Pulau Morotai merupakan salah satu pulau terbesar di
Maluku Utara yang memiliki potensi sumber daya alam yang cukup melimpah,
baik di sektor pertanian, kehutanan, perikanan dan kelautan,
pertambangan maupun potensi pariwisata sejarah terutama tempat-tempat
sejarah peninggalan Perang Dunia Kedua. Potensi ini dapat dijadikan
sektor andalan yang memiliki nilai ekonomis baik dalam upaya
meningkatkan kesejahteraan Maluku Utara umumnya maupun masyakarat Pulau
Morotai khususnya serta peningkatan devisa bagi daerah.Dari aspek geografis pulau Morotai memiliki posisi strategis karena berada di bibir jalur perdagangan Asia Pasifik. Posisi geografis wilayah Kabupaten Pulau Morotai berada pada koordinat 2000 sampai 2040LU dan 128015 sampai 128040‟ BT. Adapun batas-batas administrasi yang dimiliki oleh kabupaten ini adalah, sebagai berikut :
- Sebelah Utara : Samudera Pasifik
- Sebelah Barat : Laut Sulawesi
- Sebelah Timur : Laut Halmahera
- Sebelah Selatan : Selat Morotai
Kabupaten Pulau Morotai mempunyai luas wilayah 4.301,53
Km2, dengan luas daratan seluas 2.330,60 Km2 dan luas wilayah laut
sejauh 4 mil seluas 1.970,93 Km2. Panjang garis pantai 311.217 Km.
Jumlah pulau-pulau kecil yang terdapat di Kabupaten Pulau Morotai
berjumlah 33 pulau dengan rincian pulau yang berpenghuni berjumlah 7
pulau dan yang tidak berpenghuni berjumlah 26 pulau.
Pulau Morotai sebagian besar berupa hutan dan memproduksi kayu serta
damar dan sangat strategis sebagai jalur perdagangan di timur Indonesia.

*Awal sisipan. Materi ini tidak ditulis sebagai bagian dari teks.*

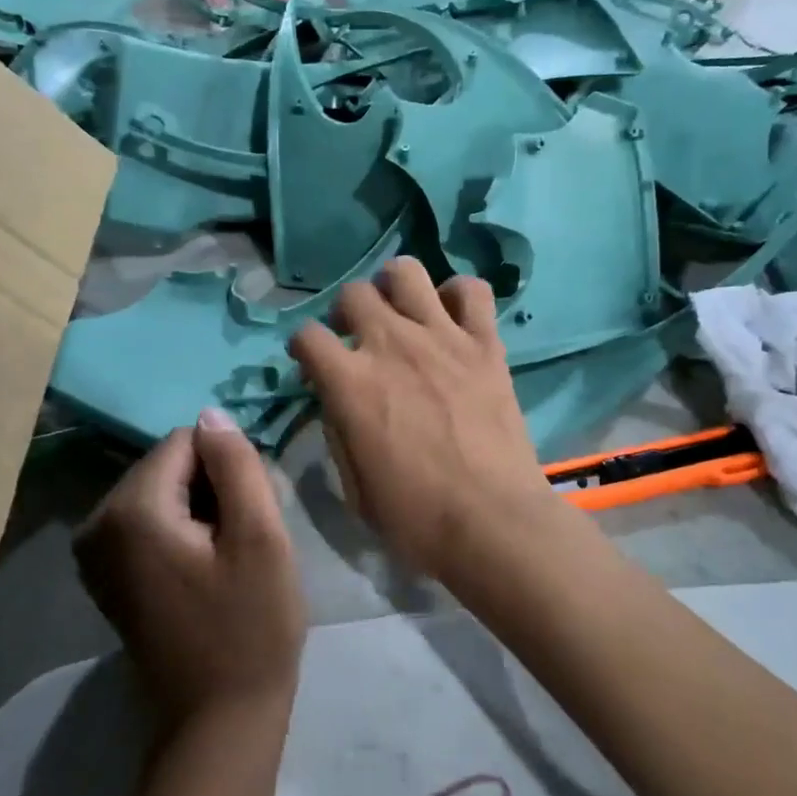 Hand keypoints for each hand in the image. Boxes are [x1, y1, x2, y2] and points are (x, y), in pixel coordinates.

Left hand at [75, 411, 306, 730]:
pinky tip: (206, 572)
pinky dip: (183, 533)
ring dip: (202, 512)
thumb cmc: (249, 628)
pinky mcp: (107, 575)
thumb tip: (209, 413)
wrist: (219, 722)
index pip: (187, 441)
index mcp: (130, 509)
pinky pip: (150, 523)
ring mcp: (95, 553)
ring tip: (228, 560)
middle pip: (169, 465)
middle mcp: (97, 523)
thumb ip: (236, 463)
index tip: (251, 516)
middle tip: (244, 542)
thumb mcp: (260, 537)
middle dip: (213, 489)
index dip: (228, 469)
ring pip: (163, 492)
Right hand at [288, 257, 562, 581]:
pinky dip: (458, 296)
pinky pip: (472, 291)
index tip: (313, 366)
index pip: (306, 335)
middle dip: (346, 314)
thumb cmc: (415, 518)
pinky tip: (453, 320)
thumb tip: (339, 402)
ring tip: (401, 315)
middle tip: (358, 340)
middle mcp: (391, 345)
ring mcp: (442, 338)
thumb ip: (339, 431)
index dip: (303, 349)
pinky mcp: (486, 344)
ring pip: (406, 272)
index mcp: (350, 383)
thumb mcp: (353, 486)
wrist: (493, 523)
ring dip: (394, 288)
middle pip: (354, 293)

Selain itu, Pulau Morotai memiliki kekayaan alam seperti Emas, Biji
besi, dan lain-lain, juga potensi wisata bahari yang mempesona.Menurut penduduk setempat, Morotai berasal dari kata Morotia yang artinya tempat tinggal orang-orang moro. Orang moro adalah manusia misterius atau orang hilang (Jawa – Moksa) yang sulit dilihat dengan mata biasa, namun memiliki kebudayaan sebagai kelompok manusia biasa. Masyarakat Kabupaten Pulau Morotai memiliki hidup cenderung berkelompok, meski satu sama lainnya berbeda keyakinan. Kegotogroyongan, saling menghargai perbedaan keyakinan menjadi salah satu ciri masyarakat Kabupaten Pulau Morotai.

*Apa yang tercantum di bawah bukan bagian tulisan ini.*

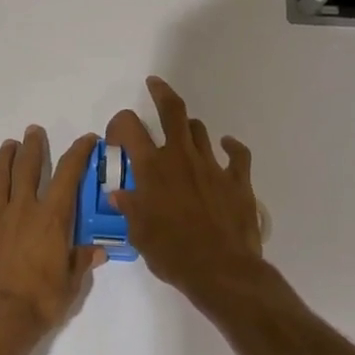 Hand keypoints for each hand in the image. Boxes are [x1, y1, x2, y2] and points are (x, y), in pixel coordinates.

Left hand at [0, 125, 104, 339]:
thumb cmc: (38, 302)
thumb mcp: (70, 286)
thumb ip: (81, 262)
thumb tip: (98, 251)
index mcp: (52, 219)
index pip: (68, 175)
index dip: (78, 153)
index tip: (86, 139)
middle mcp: (23, 209)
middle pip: (27, 168)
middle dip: (33, 146)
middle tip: (33, 132)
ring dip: (4, 158)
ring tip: (8, 145)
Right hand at [106, 77, 263, 300]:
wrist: (221, 270)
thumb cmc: (172, 253)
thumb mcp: (139, 234)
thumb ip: (129, 208)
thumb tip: (119, 194)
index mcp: (152, 168)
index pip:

Sebagai pulau yang terlepas dari pulau besar Halmahera, Pulau Morotai tidak memiliki penduduk asli yang menetap secara turun temurun. Penduduk sekarang yang menetap dan beranak-pinak di Pulau Morotai berasal dari Suku Tobelo dan Suku Galela di Pulau Halmahera, tepatnya di Kabupaten Halmahera Utara. Kedua suku (sub-etnis) tersebut mendominasi mayoritas penduduk Morotai hingga kini. Migrasi penduduk dari kedua suku ini disebabkan oleh bencana alam yaitu meletusnya gunung berapi di pulau tersebut.
Selain terdapat kedua etnis diatas (Suku Tobelo dan Suku Galela), kelompok-kelompok etnik lain yang mendiami Pulau Morotai diantaranya adalah berasal dari Sulawesu Selatan, Sulawesi Tenggara, Sulawesu Utara, Jawa, Sumatera, Cina Maluku, dan lain-lain. Diantara mereka ada yang melakukan hubungan pernikahan dengan penduduk asli setempat dan ada yang tinggal sementara waktu untuk mencari nafkah. Mayoritas penduduk Pulau Morotai beragama Islam dan Kristen, sebagian kecil lainnya pemeluk agama Konghucu, Hindu, dan Budha.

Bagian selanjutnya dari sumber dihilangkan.